When he unintentionally will get into the fallacious automobile, considering it’s his Uber, Ezra meets Amira Mohammed (Lauren London) and the 2 begin relationship. Minimize to 6 months later, when Ezra has determined to marry Amira and so steels himself to ask permission from her mother and father Akbar (Eddie Murphy) and Fatima (Nia Lengthy). Akbar instantly sizes up Ezra and decides he’s the fallacious individual for his daughter. He then tries to interrupt Ezra, pushing him into sitcomish incidents designed to make him fail, whether or not it is placing him on a basketball courtroom, sporting the fallacious gang colour to a barbershop, and even tagging alongside on his bachelor get together journey. Murphy performs all of it insanely straight as if he’s in a drama about racial divisions. I’m all for not winking on the digital camera, however so many different performers on this movie achieve this that it begins to really feel like Murphy is in one other one altogether. It’s simply one of many broad tonal points that get away from Barris as a director, who by no means fairly discovered what film he was making sufficient to convey it to his forged. Nobody is on the identical web page, making a bizarre comedic disconnect from scene to scene and generally in the identical beat.

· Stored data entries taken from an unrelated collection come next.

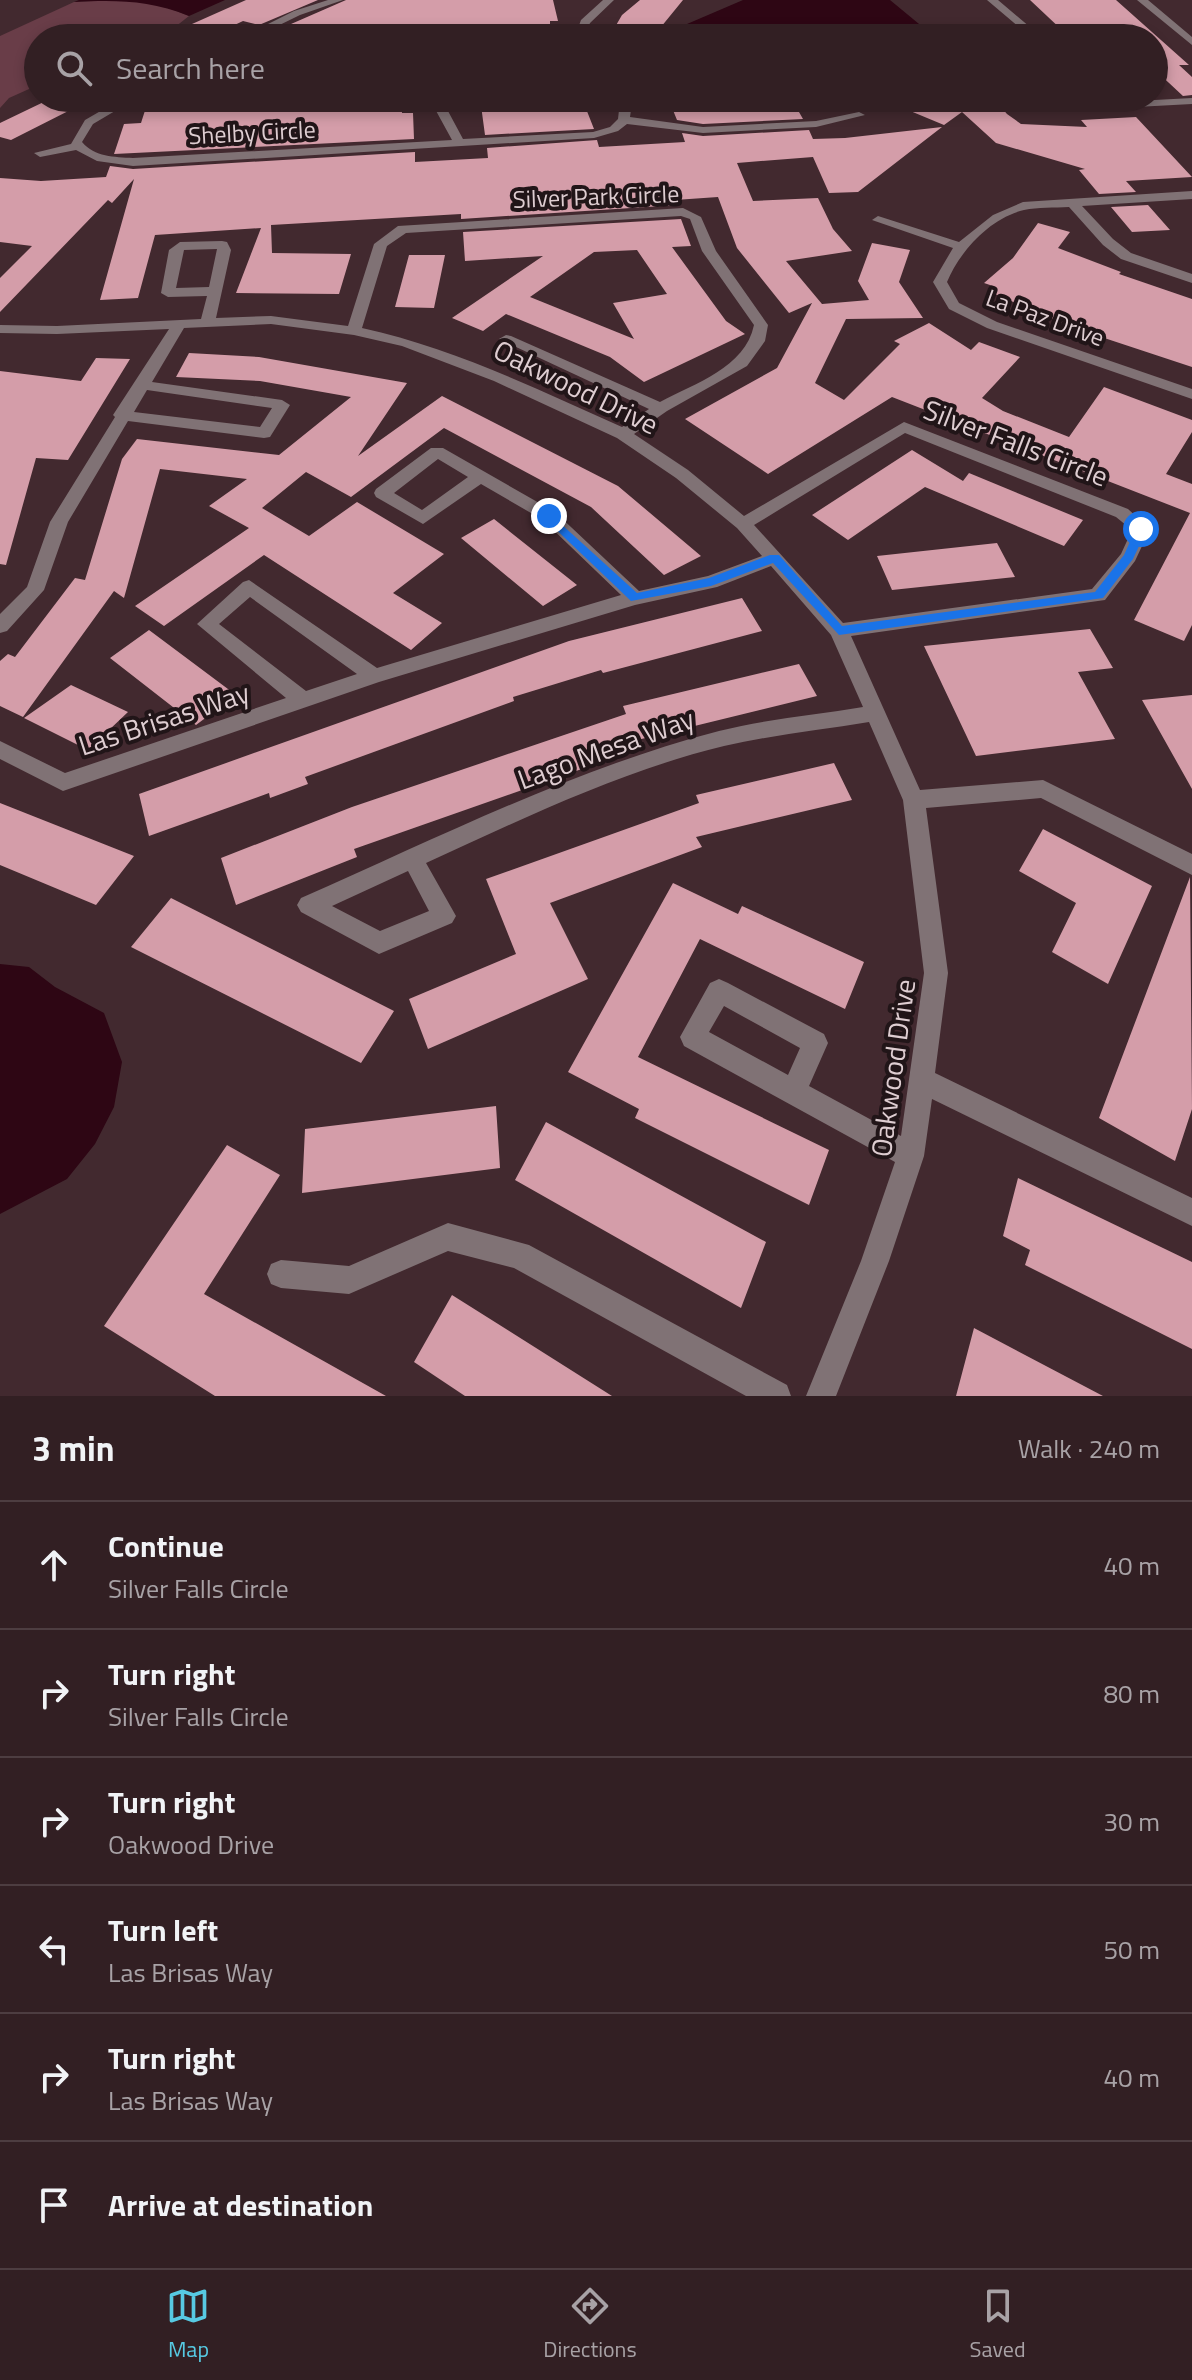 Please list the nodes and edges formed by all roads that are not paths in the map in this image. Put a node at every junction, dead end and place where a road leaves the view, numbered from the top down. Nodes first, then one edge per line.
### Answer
1 (338, 0) edge
2 (609, 0) edge
3 (992, 0) edge
4 (1142, 0) edge
5 (274, 24) edge
6 (584, 24) edge
7 (1021, 24) edge
8 (1192, 42) edge
9 (1192, 101) edge
10 (1168, 102) edge
11 (106, 112) edge
12 (443, 112) edge
13 (625, 112) edge
14 (859, 115) dead end
15 (624, 120) junction
16 (459, 142) junction
17 (78, 146) junction
18 (40, 153) dead end
19 (1192, 195) edge
20 (1072, 203) junction
21 (878, 220) dead end
22 (962, 247) junction
23 (1192, 279) edge
24 (215, 291) junction
25 (208, 321) junction
26 (179, 324) junction
27 (0, 329) edge
28 (354, 331) junction
29 (506, 339) dead end
30 (144, 385) junction
31 (1192, 394) edge
32 (661, 408) junction
33 (121, 415) junction
34 (623, 434) junction
35 (480, 477) junction
36 (743, 524) junction
37 (775, 558) junction
38 (635, 598) junction
39 (0, 626) edge
40 (839, 631) junction
41 (374, 676) junction
42 (305, 702) junction
43 (875, 713) junction
44 (0, 749) edge
45 (914, 800) junction
46 (413, 860) junction
47 (1192, 865) edge
48 (923, 1081) junction
49 (794, 1092) junction
50 (911, 1156) junction
51 (1192, 1212) edge
52 (281, 1274) dead end
53 (776, 1396) edge
54 (821, 1396) edge

1 - 5 street
2 - 6 street
3 - 7 street
4 - 8 street
9 - 10 street
11 - 17 street
12 - 16 street
13 - 15 street
14 - 15 street
15 - 16 street, Shelby Circle
16 - 17 street, Shelby Circle
17 - 18 street
19 - 20 street, La Paz Drive
20 - 22 street, La Paz Drive
20 - 23 street
21 - 22 street
22 - 31 street, La Paz Drive
24 - 24 street
24 - 25 street
25 - 26 street, Oakwood Drive
25 - 28 street, Oakwood Drive
26 - 27 street, Oakwood Drive
26 - 30 street
28 - 32 street, Silver Park Circle
28 - 34 street, Oakwood Drive
29 - 32 street
30 - 33 street
30 - 33 street
32 - 34 street, Silver Park Circle
33 - 39 street
34 - 36 street, Oakwood Drive
35 - 35 street
35 - 38 street
36 - 37 street, Oakwood Drive
36 - 40 street, Silver Falls Circle
37 - 38 street, Las Brisas Way
37 - 40 street, Oakwood Drive
38 - 41 street, Las Brisas Way
40 - 43 street, Oakwood Drive
41 - 42 street, Las Brisas Way
41 - 42 street, Las Brisas Way
42 - 44 street, Las Brisas Way
43 - 45 street, Oakwood Drive
43 - 46 street, Lago Mesa Way
45 - 47 street
45 - 48 street, Oakwood Drive
46 - 46 street, Lago Mesa Way
48 - 50 street, Oakwood Drive
48 - 51 street
49 - 49 street
49 - 50 street
50 - 54 street, Oakwood Drive
52 - 53 street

After all, there must be the opposite aspect of the coin in a film like “You Individuals,” and that’s represented in Ezra’s mother and father, Shelley (Julia Louis-Dreyfus) and Arnold (David Duchovny). Duchovny principally takes a again seat with a dry one-liner or two as Louis-Dreyfus performs the “different problematic mum or dad” to Amira. Admittedly, the angle right here is fascinating relating to social commentary in that Shelley performs a kind of ladies who sees Black tradition in purely superficial phrases. Late within the movie, Amira claims that Shelley sees her like a brand new toy, and I want the movie had the center to discover that concept extra—how individuals like Shelley could be fascinated by Black tradition however not in a means that ever seeks to grasp it.